Mereka berharap mendapatkan suaka AS. Dan angka pengungsi asal Ukraina melonjak hanya beberapa hari setelah Presiden Joe Biden mengumumkan bahwa AS siap menerima hingga 100 ribu warga Ukraina yang melarikan diri dari perang.
Sebagaimana diketahui, jutaan warga Ukraina telah meninggalkan negara asal mereka, sebagian memilih untuk mengungsi di beberapa negara tetangga – bahkan Rusia, dan lainnya memilih terbang ke perbatasan Meksiko-AS dengan harapan pejabat berwenang mengizinkan mereka masuk ke Negeri Paman Sam.
Relawan AS dengan rompi neon – beberapa warga Ukraina-Amerika yang melakukan perjalanan ke Tijuana setelah mendengar tentang para pengungsi yang tiba – sedang mengumpulkan nama-nama di daftar tunggu tulisan tangan untuk melacak kedatangan.
“Sementara sekitar 600 warga Ukraina berkemah di dekat pintu masuk perbatasan, sekitar 500 lainnya tinggal di hotel-hotel di kota itu,” kata Enrique Lucero, Direktur Urusan Migrasi Tijuana, mengutip daftar yang disimpan oleh para sukarelawan.
“Sekitar 40 persen penduduknya adalah anak-anak,” tambahnya, melansir Reuters.
Lucero mengatakan sekitar 100 warga Ukraina diizinkan menyeberang ke AS setiap hari.

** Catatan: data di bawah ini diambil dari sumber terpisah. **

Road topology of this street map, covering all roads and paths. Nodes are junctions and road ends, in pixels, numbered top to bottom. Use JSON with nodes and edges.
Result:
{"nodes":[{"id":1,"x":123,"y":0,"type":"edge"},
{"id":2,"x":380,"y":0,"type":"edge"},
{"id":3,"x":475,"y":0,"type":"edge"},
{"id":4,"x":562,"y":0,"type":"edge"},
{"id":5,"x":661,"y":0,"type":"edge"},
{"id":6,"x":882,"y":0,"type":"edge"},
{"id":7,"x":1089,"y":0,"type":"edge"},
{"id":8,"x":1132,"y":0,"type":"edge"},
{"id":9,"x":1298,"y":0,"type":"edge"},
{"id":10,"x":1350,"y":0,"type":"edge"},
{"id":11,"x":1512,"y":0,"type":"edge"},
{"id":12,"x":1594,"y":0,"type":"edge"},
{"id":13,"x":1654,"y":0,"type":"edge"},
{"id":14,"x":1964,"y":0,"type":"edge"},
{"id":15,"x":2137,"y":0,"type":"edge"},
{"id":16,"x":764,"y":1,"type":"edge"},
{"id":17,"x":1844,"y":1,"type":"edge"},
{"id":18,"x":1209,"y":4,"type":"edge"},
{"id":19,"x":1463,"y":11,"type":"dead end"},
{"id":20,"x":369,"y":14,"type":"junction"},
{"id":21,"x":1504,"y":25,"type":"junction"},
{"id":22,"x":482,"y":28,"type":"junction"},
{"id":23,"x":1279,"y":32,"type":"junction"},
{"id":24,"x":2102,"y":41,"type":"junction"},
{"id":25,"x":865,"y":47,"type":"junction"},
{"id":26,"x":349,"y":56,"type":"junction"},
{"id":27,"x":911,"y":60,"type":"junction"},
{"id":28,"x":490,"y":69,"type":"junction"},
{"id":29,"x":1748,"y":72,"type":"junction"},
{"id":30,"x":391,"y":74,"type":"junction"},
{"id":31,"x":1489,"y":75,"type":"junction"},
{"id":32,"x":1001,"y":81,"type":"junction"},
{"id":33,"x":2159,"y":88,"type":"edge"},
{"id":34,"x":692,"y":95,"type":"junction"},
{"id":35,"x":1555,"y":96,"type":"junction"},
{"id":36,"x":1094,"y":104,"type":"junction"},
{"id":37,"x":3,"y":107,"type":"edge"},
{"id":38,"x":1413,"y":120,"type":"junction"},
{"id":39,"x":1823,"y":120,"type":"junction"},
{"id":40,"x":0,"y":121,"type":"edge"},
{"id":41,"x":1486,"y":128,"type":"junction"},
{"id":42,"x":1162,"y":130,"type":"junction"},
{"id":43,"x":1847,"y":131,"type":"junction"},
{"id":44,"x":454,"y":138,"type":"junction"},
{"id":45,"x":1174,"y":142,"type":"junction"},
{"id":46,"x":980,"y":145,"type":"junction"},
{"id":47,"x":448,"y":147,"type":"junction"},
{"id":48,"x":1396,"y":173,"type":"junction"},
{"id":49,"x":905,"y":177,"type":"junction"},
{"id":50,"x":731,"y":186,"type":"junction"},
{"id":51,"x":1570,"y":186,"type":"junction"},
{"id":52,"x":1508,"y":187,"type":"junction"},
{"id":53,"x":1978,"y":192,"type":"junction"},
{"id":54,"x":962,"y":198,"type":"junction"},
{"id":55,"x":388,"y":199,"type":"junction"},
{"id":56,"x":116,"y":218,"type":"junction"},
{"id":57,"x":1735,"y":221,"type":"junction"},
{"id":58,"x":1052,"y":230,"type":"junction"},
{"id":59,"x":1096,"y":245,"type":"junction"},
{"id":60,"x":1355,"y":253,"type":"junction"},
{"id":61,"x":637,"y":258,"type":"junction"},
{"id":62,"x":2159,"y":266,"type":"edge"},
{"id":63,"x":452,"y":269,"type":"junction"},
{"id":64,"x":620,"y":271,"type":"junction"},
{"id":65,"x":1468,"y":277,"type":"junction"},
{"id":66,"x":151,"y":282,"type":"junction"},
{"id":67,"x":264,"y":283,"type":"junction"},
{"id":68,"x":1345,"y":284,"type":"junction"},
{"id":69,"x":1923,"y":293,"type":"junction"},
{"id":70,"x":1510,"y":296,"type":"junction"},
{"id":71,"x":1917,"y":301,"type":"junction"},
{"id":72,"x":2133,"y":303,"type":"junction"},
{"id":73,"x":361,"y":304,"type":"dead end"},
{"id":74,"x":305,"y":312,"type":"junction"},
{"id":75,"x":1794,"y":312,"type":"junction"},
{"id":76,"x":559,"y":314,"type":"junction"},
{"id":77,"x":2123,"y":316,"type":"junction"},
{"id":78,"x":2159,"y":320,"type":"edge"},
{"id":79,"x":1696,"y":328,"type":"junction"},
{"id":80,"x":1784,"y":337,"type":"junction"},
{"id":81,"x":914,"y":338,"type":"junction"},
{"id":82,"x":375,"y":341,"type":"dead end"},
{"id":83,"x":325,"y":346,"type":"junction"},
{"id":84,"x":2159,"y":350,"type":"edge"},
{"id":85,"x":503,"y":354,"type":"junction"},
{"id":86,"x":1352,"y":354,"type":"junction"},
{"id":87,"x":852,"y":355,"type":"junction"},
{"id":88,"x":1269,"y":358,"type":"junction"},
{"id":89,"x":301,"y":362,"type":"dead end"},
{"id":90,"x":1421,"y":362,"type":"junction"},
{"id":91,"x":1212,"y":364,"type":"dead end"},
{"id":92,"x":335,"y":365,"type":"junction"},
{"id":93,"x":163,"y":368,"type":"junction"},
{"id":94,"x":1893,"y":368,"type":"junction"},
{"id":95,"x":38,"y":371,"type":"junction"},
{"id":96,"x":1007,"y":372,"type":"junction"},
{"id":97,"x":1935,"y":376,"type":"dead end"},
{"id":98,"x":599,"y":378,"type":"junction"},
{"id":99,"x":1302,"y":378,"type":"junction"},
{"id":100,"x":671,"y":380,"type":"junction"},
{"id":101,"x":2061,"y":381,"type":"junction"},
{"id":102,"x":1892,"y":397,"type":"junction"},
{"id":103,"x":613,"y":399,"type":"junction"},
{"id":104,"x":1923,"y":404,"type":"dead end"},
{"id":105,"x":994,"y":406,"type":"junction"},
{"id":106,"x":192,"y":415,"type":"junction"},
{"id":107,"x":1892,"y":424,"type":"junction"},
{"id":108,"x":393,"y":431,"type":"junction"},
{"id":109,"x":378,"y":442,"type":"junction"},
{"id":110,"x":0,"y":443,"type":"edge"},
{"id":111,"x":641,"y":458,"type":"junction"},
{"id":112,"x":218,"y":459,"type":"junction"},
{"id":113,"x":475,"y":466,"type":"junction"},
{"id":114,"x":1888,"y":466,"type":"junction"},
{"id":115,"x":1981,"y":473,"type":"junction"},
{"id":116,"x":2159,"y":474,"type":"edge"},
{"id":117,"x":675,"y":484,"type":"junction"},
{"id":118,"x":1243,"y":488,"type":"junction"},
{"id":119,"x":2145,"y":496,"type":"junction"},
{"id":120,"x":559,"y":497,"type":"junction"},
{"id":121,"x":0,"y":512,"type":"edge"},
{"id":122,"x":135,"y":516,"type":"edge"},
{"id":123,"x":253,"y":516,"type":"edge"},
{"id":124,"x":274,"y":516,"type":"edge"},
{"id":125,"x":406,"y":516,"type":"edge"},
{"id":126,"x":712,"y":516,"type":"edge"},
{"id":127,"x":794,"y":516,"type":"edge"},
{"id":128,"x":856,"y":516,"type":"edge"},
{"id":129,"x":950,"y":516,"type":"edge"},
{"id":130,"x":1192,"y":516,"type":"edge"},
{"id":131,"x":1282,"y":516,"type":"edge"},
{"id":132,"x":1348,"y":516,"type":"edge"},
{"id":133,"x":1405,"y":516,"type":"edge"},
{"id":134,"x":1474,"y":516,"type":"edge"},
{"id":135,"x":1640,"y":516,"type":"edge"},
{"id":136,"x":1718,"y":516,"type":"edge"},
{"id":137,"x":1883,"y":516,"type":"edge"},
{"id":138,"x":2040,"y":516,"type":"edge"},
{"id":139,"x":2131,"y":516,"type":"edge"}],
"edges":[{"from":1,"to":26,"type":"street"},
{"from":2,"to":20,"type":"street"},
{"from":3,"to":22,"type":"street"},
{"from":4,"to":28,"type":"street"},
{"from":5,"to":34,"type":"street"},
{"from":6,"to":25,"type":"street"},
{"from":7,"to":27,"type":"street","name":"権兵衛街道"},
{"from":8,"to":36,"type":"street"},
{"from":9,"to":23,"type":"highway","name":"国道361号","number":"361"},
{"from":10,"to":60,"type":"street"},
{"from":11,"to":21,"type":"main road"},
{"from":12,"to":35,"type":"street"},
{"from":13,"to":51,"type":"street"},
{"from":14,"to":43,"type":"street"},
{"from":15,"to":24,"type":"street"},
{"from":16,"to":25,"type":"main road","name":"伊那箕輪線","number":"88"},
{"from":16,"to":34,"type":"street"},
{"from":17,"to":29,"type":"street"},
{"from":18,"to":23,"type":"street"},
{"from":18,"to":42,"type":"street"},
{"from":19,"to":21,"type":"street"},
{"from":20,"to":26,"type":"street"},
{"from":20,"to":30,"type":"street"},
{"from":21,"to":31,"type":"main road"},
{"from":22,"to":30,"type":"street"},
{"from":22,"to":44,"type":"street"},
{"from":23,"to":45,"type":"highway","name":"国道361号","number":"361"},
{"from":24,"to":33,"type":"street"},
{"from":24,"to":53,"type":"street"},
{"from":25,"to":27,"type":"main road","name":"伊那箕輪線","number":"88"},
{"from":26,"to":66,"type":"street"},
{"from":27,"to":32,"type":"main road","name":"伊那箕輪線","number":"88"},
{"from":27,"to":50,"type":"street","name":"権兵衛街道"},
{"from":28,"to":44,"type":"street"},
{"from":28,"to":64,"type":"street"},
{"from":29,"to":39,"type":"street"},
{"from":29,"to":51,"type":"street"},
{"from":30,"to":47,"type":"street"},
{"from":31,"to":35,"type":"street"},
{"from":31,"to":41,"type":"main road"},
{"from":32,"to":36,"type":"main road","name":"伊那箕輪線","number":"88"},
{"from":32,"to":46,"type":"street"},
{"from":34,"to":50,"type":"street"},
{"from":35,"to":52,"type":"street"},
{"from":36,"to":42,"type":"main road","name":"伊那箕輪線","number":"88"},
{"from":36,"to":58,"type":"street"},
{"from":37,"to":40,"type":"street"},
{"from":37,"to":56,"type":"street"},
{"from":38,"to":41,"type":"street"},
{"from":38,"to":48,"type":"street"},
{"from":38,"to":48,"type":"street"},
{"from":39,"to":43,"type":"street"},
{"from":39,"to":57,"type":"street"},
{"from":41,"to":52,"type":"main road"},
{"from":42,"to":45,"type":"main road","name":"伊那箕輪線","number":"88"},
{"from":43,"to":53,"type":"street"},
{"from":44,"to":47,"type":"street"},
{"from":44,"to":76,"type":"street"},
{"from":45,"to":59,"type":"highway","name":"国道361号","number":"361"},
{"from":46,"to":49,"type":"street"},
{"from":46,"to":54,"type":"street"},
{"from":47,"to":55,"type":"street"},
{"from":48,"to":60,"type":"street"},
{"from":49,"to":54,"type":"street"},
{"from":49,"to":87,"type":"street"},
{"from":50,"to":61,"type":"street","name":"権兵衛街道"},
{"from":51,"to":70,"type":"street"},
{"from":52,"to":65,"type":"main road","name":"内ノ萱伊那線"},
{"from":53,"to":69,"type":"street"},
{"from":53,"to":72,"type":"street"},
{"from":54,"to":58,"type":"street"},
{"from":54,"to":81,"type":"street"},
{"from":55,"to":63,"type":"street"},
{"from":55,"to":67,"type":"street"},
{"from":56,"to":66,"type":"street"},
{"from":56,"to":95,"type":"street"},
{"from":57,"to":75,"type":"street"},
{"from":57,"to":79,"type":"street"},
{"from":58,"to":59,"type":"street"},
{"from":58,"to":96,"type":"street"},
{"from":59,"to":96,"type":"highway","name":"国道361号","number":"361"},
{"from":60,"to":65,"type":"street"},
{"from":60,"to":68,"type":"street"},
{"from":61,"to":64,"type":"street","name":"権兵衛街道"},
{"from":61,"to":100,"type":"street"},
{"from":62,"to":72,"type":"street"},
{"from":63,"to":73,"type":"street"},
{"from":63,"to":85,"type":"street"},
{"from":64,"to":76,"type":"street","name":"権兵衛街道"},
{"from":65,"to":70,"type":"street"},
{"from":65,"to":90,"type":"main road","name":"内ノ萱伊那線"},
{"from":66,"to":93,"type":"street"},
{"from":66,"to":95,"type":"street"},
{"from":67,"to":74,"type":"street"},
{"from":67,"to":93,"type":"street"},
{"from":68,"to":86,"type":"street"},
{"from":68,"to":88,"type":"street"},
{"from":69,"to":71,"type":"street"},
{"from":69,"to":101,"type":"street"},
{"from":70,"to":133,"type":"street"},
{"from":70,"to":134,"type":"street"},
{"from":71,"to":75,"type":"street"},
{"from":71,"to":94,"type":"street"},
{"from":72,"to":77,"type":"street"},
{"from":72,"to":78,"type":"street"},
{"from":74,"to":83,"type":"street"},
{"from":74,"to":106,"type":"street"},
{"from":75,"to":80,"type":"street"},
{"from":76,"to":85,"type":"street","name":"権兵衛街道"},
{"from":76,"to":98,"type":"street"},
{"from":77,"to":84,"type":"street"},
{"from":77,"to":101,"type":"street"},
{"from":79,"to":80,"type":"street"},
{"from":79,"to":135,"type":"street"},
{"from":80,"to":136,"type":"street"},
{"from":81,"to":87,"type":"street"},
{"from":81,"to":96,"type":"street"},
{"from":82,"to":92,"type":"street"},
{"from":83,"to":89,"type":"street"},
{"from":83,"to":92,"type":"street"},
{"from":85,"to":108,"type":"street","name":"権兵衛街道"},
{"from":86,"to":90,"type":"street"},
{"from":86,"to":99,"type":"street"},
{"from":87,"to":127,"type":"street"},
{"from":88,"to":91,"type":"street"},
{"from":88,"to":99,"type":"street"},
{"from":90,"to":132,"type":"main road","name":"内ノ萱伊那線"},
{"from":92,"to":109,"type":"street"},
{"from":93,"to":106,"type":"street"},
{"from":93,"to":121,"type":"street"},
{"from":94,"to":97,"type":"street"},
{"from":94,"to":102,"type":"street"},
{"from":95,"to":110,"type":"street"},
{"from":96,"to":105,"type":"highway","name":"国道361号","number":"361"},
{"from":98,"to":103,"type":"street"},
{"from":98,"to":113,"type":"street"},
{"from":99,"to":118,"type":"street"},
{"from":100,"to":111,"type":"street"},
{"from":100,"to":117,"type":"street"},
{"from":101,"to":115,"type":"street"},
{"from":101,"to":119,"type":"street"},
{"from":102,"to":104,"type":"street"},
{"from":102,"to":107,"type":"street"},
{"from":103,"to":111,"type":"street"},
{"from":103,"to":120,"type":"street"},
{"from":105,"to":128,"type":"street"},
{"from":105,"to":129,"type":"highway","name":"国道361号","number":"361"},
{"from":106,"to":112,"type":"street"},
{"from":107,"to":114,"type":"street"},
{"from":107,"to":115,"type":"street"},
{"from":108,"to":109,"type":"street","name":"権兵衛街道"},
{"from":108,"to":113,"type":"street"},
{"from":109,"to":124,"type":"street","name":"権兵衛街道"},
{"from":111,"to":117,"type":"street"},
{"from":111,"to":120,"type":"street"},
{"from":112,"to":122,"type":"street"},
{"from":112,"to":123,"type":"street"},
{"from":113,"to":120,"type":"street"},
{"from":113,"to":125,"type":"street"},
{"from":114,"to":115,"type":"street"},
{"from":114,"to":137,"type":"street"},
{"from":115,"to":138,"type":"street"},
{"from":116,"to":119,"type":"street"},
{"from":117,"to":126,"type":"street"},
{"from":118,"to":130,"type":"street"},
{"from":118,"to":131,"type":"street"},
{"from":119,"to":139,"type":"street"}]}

Bea Cukai dan Perlindungan Perbatasan AS mengatakan data jumlah warga Ukraina yang memasuki AS pada Maret akan tersedia dalam beberapa pekan mendatang.
Menanggapi eksodus – krisis pengungsi terbesar di Eropa sejak Perang Dunia Kedua, Presiden Joe Biden pekan lalu berjanji untuk menerima sekitar 100 ribu warga Ukraina ke Amerika Serikat melalui berbagai jalur hukum.
Tetapi beberapa keluarga yang putus asa terpaksa melakukan perjalanan melalui serangkaian negara ke perbatasan selatan, setelah visa AS mereka ditolak atau disuruh menunggu di kedutaan AS di luar negeri.
Rata-rata, warga Ukraina diminta untuk menunggu sekitar satu hari sejak mereka dimasukkan ke dalam daftar yang disusun oleh para sukarelawan sampai mereka dapat menyeberang ke Amerika Serikat, kata Julia Neusner, pengacara dari kelompok advokasi nirlaba Human Rights First yang berbasis di New York.